La ratio della norma sul raddoppio del contributo
La motivazione di questa esclusione risiede nella finalità stessa della norma sul doppio contributo. Essa è stata introdotta per scoraggiare le impugnazioni dilatorie o pretestuose, ovvero quelle intraprese senza reali possibilità di successo al solo scopo di allungare i tempi del processo. La rinuncia, specialmente se derivante da un accordo tra le parti, non è un’azione pretestuosa ma, al contrario, una scelta che favorisce l’economia processuale e la risoluzione bonaria della lite. Pertanto, punire la parte rinunciante con un onere economico aggiuntivo sarebbe contrario allo spirito della legge.
Conclusioni
Implicazioni pratiche della decisione
L’ordinanza in esame consolida un principio di grande rilevanza pratica. Le parti in causa, anche in pendenza di un giudizio in Cassazione, possono sentirsi più libere di cercare e trovare soluzioni transattive, sapendo che la formalizzazione di un accordo tramite la rinuncia al ricorso non comporterà sanzioni economiche aggiuntive come il doppio contributo unificato. Questa decisione incentiva la deflazione del contenzioso e valorizza gli strumenti di risoluzione alternativa delle controversie, confermando che l’estinzione del processo per volontà delle parti è una via d’uscita virtuosa che l’ordinamento non intende penalizzare.
Cosa succede a un processo se la parte che ha fatto ricorso decide di rinunciare?

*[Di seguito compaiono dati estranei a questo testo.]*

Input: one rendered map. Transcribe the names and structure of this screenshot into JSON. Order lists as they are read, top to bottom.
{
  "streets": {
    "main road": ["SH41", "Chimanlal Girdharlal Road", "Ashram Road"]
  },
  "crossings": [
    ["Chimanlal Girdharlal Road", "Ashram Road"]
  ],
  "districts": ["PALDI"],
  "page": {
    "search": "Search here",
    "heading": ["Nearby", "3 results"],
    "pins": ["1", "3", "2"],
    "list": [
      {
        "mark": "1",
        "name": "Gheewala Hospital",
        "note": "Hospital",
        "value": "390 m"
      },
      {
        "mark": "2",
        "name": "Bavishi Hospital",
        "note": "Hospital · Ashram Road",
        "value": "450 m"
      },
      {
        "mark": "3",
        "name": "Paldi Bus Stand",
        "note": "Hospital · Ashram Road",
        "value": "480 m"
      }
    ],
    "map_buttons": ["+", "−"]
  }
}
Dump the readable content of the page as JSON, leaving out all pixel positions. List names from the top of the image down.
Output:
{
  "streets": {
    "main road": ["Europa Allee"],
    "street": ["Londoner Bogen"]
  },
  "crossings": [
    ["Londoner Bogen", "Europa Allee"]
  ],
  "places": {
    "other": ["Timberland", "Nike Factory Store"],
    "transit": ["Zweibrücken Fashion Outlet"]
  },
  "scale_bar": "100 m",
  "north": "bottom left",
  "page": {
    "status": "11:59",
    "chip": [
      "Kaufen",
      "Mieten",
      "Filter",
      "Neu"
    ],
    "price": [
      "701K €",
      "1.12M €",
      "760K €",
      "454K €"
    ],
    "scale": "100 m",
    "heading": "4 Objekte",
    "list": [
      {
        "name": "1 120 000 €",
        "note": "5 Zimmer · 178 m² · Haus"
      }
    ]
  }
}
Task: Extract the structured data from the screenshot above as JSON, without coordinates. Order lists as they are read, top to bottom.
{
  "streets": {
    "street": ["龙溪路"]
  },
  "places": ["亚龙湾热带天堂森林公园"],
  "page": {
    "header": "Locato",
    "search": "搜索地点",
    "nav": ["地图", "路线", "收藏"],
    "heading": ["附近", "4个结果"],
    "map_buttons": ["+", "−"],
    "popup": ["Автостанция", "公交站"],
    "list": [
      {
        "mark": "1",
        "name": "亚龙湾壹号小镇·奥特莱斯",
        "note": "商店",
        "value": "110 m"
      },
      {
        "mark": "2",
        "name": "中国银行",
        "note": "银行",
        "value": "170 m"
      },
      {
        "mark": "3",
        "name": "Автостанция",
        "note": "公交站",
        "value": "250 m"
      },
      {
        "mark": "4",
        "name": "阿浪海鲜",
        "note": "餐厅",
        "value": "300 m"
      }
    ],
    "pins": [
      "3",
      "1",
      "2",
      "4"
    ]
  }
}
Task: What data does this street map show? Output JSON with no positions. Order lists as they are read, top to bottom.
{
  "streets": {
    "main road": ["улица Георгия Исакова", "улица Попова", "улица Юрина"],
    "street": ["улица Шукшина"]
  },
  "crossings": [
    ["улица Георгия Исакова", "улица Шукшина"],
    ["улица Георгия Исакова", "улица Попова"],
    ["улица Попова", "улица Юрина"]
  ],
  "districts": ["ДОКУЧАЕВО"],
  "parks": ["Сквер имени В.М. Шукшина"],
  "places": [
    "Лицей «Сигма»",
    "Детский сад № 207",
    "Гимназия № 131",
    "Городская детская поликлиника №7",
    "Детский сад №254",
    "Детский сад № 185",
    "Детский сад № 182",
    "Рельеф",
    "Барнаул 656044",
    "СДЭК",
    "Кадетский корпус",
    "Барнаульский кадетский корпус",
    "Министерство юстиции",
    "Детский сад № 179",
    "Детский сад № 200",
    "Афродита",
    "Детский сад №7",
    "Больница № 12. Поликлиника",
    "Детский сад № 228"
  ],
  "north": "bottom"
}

Se la rinuncia viene effettuata nel rispetto delle forme previste dalla legge (prima dell’udienza e con le dovute notifiche), il processo si estingue. Questo significa che il giudizio si conclude senza una decisione sul merito e la sentenza precedentemente impugnata diventa definitiva.
Chi presenta una rinuncia al ricorso deve pagare il ‘doppio contributo unificato’?
No. La Corte di Cassazione ha chiarito che l’obbligo di versare un ulteriore importo a titolo di contributo unificato si applica solo nei casi di rigetto, inammissibilità o improcedibilità dell’impugnazione, e non in caso di estinzione del giudizio per rinuncia.
Quali sono i requisiti formali per una valida rinuncia al ricorso in Cassazione?
La rinuncia è valida se interviene prima dell’adunanza camerale, è sottoscritta dal difensore munito di specifico potere conferito tramite procura ad litem, e viene notificata alle parti costituite o comunicata ai loro avvocati.